Потом он долго вез ее куда-то на своей машине. Людмила предполагала, что придется с ним переспать, и даже смешно было – ну какая жертва, уж это-то она с удовольствием. Однако офицер привез ее на самые зады частного сектора с покосившимися серыми заборами. В последнем доме (дальше дорога уходила к убранным черным полям и сизо-зеленому мрачному сосняку) жила бабка. Людмила и раньше про нее слышала – к ней ездили жены партийцев выводить плод или решать еще какие-то женские дела.
– Вы мне, наверное, ничем не сможете помочь, – обреченно сказала Людмила. Она зашла в избу скорее затем, чтобы не обижать друга семьи, везшего ее в такую даль, а не потому, что надеялась на что-то.
– Совсем не любишь ты никого, – по-доброму улыбнулась бабка, вся круглая, румяная, как пирожок с луком, – тарелку этих пирожков она сразу сунула Людмиле. – Это хорошо, что не любишь. Тебе будет проще.
– Я дом свой очень люблю, – призналась Людмила.
– Вот и славно. Дом тебе и будет помогать.
Вышла Людмила от бабки тихая и очень спокойная. Офицер ни о чем не стал ее спрашивать, молча довез до дома.
Спустя несколько дней пропал Гриша, самый задумчивый и незаметный из троицы язовских сыновей. Как это случилось, уму непостижимо: мальчики не покидали огороженного со всех сторон и охраняемого двора. Язов не сразу заметил исчезновение сына – он впал в немилость у высокого начальства, назревали воистину смертельные проблемы, так что когда жена сообщила ему ровным голосом, что обратилась в милицию по поводу исчезновения Гриши, то обкомовец лишь наполовину вник в то, что ему говорили. Пропажа сына (самого тихого из троих, на которого он и внимания-то особого не обращал) была далеко не худшим из того, что могло произойти в ближайшее время.
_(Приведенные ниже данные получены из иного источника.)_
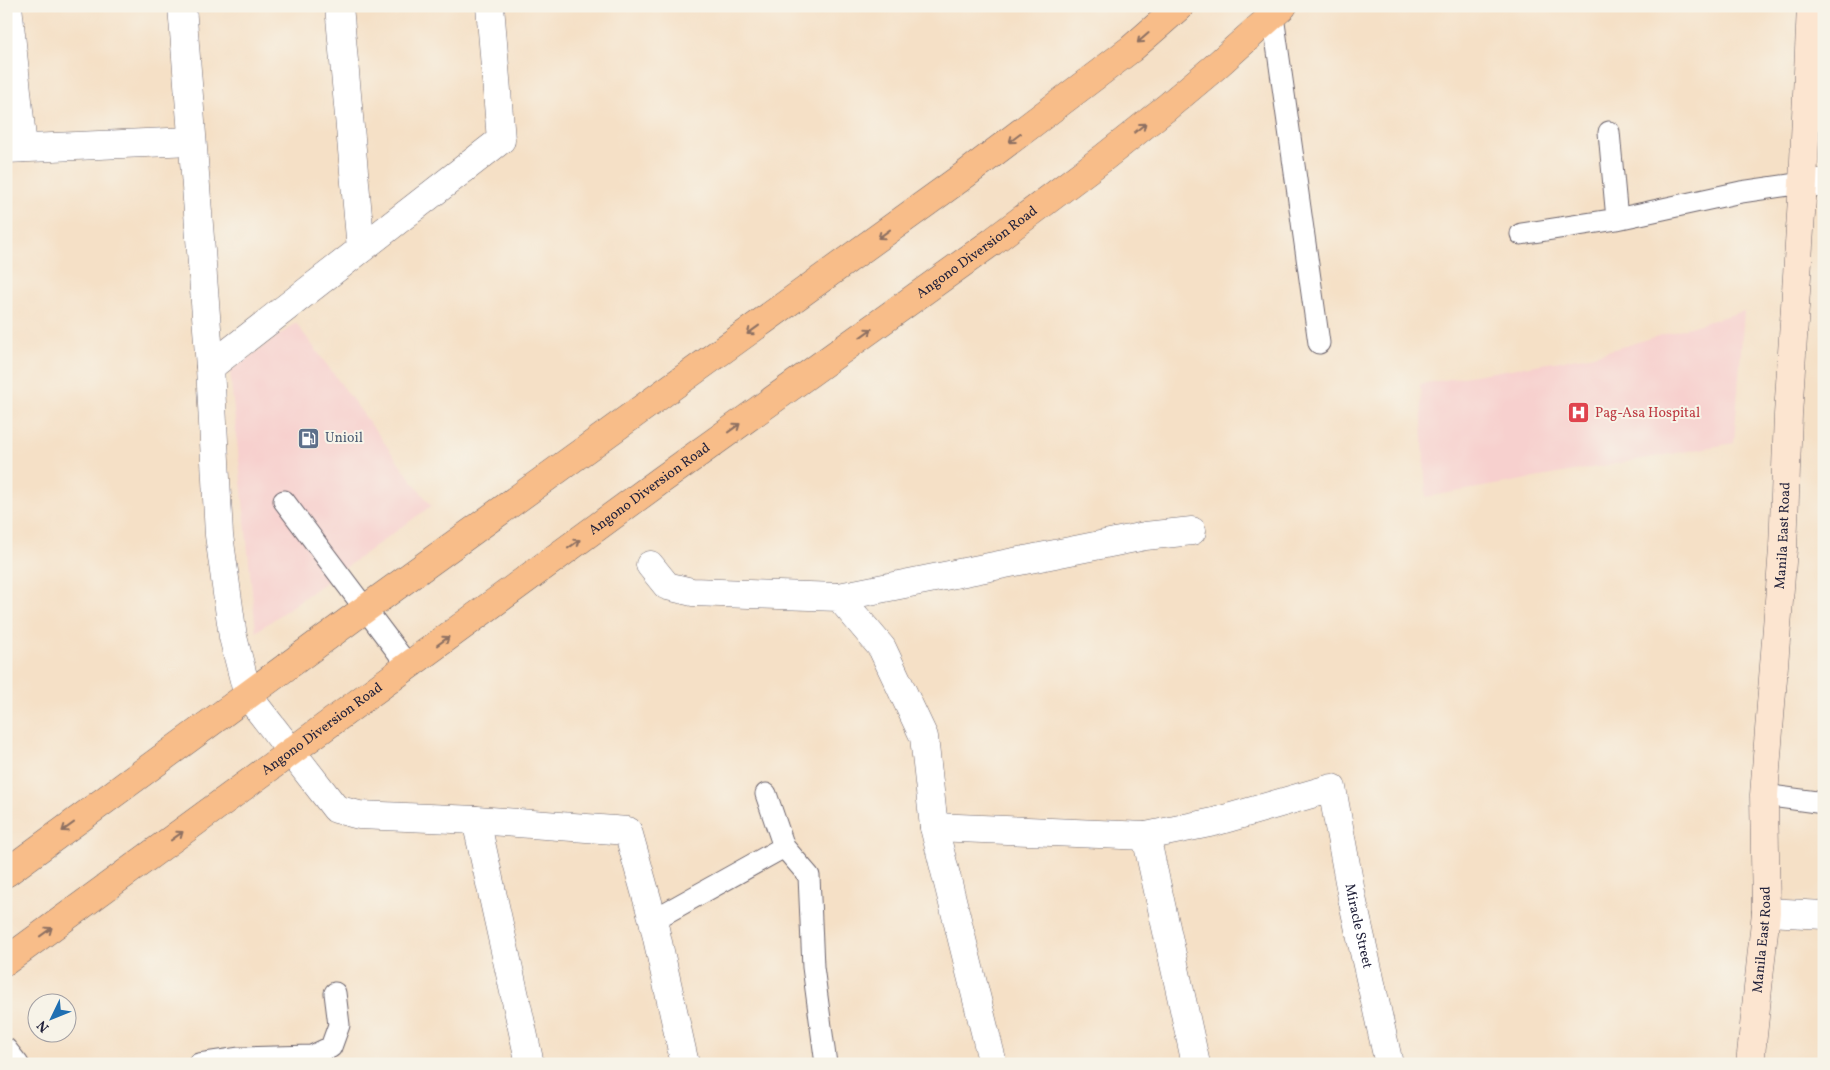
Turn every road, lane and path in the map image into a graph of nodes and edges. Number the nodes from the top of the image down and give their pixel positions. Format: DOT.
graph roads {
  1 [pos="8,6"];
  2 [pos="182,6"];
  3 [pos="339,6"];
  4 [pos="490,6"];
  5 [pos="1180,6"];
  6 [pos="1811,6"];
  7 [pos="1273,9"];
  8 [pos="1609,132"];
  9 [pos="192,141"];
  10 [pos="15,148"];
  11 [pos="1813,183"];
  12 [pos="1617,219"];
  13 [pos="1521,234"];
  14 [pos="361,250"];
  15 [pos="1319,343"];
  16 [pos="210,367"];
  17 [pos="284,501"];
  18 [pos="1192,531"];
  19 [pos="650,565"];
  20 [pos="839,597"];
  21 [pos="365,609"];
  22 [pos="409,667"];
  23 [pos="248,696"];
  24 [pos="291,753"];
  25 [pos="766,794"];
  26 [pos="1764,796"];
  27 [pos="1824,803"];
  28 [pos="476,820"];
  29 [pos="934,827"];
  30 [pos="1146,836"];
  31 [pos="784,847"];
  32 [pos="6,873"];
  33 [pos="1766,912"];
  34 [pos="1824,914"];
  35 [pos="653,920"];
  36 [pos="6,961"];
  37 [pos="335,993"];
  38 [pos="6,1050"];
  39 [pos="18,1064"];
  40 [pos="199,1064"];
  41 [pos="530,1064"];
  42 [pos="685,1064"];
  43 [pos="826,1064"];
  44 [pos="993,1064"];
  45 [pos="1196,1064"];
  46 [pos="1388,1064"];
  47 [pos="1750,1064"];
  1 -- 10 [label="street"];
  2 -- 9 [label="street"];
  3 -- 14 [label="street"];
  4 -- 14 [label="street"];
  5 -- 21 [label="main road, one-way"];
  6 -- 11 [label="main road, Manila East Road"];
  7 -- 15 [label="lane"];
  22 -- 7 [label="main road, Angono Diversion Road, one-way"];
  8 -- 12 [label="lane"];
  9 -- 10 [label="street"];
  9 -- 16 [label="street"];
  11 -- 12 [label="lane"];
  11 -- 26 [label="main road, Manila East Road"];
  12 -- 13 [label="lane"];
  14 -- 16 [label="street"];
  16 -- 23 [label="street"];
  17 -- 21 [label="lane"];
  18 -- 20 [label="street"];
  19 -- 20 [label="street"];
  20 -- 29 [label="street"];
  21 -- 22 [label="lane"];
  21 -- 23 [label="main road"];
  22 -- 24 [label="main road, Angono Diversion Road"];
  23 -- 24 [label="street"];
  23 -- 32 [label="main road, one-way"];
  24 -- 28 [label="street"];
  36 -- 24 [label="main road, Angono Diversion Road, one-way"];
  25 -- 31 [label="lane"];
  26 -- 27 [label="lane"];
  26 -- 33 [label="main road, Manila East Road"];
  28 -- 35 [label="street"];
  28 -- 41 [label="street"];
  29 -- 30 [label="street"];
  29 -- 44 [label="street"];
  30 -- 45 [label="street"];
  30 -- 46 [label="street, Miracle Street"];
  31 -- 35 [label="lane"];
  31 -- 43 [label="lane"];
  33 -- 34 [label="street"];
  33 -- 47 [label="main road, Manila East Road"];
  35 -- 42 [label="street"];
  37 -- 40 [label="lane"];
  38 -- 39 [label="lane"];
}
В квартиру приходили милиционеры, задавали испуганным мальчикам разные вопросы. Прислугу Людмила рассчитала еще в тот день, когда приехала от бабки. Нечего посторонним в делах семейных путаться.
Геннадий, уже в ту пору зачитывавшийся книжками, конечно, ничего подозрительного не заметил. А вот Глеб, еще только учившийся с большой неохотой читать, был зато наблюдательным, сметливым, кроме того, в последние ночи стал почему-то очень плохо спать. Он и заметил, что мать каждую ночь проходит по коридору туда и обратно. Каждый раз чуть слышно поскрипывали петли шкафа. Ловкому Глебу оказалось нетрудно проследить, что мать, возвращаясь, прячет ключ под отломанную досочку паркета возле кровати. Выждав, Глеб прокрался в самый конец коридора, к огромному встроенному шкафу с антресолями, и услышал что-то вроде тихого сдавленного поскуливания, словно в шкафу заперли маленького щенка. Семилетний Глеб подумал, что там действительно щенок. Промаявшись весь день, он решил спасти зверька и следующей ночью, уже под утро, прокрался в родительскую спальню, чтобы взять ключ. Мать спала крепким сном человека с непробудно спящей совестью.